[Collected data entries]

___

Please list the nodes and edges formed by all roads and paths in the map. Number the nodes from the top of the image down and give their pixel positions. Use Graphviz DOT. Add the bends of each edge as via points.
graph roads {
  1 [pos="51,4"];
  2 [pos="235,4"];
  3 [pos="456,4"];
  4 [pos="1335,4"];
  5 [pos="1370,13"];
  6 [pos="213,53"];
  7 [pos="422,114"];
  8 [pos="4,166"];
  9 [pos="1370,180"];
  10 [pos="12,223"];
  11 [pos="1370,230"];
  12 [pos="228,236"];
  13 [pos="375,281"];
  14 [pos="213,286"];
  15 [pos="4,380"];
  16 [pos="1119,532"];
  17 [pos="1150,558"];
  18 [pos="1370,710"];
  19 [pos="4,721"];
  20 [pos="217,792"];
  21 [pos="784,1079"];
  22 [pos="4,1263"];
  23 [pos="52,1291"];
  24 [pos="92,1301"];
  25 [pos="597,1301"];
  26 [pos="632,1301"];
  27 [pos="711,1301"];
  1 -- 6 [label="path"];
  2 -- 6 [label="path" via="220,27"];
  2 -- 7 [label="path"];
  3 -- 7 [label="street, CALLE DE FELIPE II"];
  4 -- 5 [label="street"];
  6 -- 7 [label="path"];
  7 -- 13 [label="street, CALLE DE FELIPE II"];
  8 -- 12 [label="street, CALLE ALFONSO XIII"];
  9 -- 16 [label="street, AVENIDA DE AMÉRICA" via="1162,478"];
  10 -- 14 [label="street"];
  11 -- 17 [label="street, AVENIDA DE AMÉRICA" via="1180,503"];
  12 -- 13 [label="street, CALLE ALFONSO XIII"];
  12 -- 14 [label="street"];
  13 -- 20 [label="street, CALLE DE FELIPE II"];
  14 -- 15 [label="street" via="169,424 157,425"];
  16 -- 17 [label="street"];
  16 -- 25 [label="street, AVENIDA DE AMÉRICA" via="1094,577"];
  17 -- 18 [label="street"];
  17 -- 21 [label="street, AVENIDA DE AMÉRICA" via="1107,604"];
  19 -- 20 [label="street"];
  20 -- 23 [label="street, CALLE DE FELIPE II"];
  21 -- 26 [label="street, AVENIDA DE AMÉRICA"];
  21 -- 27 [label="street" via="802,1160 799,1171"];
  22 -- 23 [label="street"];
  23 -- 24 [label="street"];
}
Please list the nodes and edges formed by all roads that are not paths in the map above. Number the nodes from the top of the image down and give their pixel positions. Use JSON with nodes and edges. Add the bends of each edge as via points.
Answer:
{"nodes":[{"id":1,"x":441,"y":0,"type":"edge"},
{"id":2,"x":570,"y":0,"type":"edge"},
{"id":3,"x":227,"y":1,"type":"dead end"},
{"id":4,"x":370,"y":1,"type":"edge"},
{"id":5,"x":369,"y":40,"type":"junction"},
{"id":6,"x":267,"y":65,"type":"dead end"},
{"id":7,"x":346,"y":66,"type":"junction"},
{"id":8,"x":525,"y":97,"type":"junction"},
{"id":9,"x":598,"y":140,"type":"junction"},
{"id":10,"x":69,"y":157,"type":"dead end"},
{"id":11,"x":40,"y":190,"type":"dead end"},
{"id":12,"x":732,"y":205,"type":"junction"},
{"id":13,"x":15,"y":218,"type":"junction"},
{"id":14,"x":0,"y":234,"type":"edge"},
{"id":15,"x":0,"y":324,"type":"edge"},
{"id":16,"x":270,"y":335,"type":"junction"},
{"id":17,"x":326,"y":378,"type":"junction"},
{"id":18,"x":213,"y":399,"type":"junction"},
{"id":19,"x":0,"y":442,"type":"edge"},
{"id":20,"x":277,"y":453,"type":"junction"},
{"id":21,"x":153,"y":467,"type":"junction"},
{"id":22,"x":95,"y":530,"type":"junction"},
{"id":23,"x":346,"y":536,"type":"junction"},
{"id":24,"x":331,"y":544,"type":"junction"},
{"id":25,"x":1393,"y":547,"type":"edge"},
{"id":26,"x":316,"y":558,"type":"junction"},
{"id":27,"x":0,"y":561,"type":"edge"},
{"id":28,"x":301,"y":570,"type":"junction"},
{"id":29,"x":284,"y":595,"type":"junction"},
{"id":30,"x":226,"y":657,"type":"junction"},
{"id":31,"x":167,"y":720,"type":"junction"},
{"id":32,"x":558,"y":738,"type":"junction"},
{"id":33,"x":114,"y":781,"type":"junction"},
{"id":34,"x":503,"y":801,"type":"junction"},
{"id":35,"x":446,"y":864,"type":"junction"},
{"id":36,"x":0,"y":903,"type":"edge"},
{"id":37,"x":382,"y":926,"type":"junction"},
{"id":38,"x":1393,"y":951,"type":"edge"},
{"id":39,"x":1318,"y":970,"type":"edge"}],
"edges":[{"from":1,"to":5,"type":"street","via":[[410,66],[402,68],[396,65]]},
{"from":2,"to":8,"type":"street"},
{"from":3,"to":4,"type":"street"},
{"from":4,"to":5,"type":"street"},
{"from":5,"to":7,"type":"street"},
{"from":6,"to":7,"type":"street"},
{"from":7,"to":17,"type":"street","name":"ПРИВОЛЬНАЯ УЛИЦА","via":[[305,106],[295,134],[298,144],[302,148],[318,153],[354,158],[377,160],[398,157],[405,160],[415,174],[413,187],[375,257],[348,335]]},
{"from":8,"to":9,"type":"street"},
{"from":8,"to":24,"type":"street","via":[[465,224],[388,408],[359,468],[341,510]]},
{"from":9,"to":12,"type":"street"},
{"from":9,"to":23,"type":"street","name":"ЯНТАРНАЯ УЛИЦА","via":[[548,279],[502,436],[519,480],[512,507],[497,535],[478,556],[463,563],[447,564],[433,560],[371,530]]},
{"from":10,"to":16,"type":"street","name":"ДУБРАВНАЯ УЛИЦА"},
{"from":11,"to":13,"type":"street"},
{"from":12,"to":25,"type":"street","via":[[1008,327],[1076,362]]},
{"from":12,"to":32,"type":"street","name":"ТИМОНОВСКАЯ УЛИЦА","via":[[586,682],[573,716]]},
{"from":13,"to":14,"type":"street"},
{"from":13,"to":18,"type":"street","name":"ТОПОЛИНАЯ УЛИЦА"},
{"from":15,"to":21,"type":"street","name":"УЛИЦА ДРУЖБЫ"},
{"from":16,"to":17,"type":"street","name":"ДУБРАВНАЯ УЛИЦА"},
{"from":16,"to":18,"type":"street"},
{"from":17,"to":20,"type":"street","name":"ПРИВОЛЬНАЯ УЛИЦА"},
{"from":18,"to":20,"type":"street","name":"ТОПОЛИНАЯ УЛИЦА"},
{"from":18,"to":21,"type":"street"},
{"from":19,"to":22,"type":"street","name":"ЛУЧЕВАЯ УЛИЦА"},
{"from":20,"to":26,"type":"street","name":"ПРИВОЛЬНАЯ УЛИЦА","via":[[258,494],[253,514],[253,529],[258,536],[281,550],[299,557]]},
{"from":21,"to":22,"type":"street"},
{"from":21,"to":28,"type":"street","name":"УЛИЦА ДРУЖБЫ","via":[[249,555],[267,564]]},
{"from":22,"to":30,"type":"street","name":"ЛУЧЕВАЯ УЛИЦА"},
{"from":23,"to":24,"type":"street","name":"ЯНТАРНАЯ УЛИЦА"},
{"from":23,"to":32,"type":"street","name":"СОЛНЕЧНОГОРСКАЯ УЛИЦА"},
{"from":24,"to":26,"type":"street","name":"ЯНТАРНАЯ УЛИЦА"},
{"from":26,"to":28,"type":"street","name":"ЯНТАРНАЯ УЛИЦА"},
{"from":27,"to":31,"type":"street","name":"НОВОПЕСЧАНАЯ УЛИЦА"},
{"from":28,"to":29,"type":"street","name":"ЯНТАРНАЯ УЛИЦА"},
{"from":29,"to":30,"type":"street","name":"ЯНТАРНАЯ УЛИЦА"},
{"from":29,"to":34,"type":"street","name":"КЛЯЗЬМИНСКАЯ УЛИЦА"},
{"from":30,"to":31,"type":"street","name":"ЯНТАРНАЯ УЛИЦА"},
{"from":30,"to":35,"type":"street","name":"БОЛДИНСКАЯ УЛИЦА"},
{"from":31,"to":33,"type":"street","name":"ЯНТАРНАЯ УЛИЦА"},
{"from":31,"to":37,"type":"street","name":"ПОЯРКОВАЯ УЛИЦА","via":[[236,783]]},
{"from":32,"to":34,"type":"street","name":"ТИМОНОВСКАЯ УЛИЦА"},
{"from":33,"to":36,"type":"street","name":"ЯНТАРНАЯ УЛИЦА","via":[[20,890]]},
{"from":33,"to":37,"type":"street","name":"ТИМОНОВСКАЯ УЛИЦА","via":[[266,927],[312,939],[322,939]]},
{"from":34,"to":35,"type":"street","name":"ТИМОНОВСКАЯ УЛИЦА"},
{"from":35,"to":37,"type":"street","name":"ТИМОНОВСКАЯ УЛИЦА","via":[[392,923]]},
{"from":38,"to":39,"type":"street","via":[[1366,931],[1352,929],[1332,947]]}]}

___

| GOAL OF THE EXERCISE |
Could you return all lines from the data above that contain the string "dead"?

| OUTPUT FOR THIS TASK |
{"id":3,"x":227,"y":1,"type":"dead end"},
{"id":6,"x":267,"y":65,"type":"dead end"},
{"id":10,"x":69,"y":157,"type":"dead end"},
{"id":11,"x":40,"y":190,"type":"dead end"},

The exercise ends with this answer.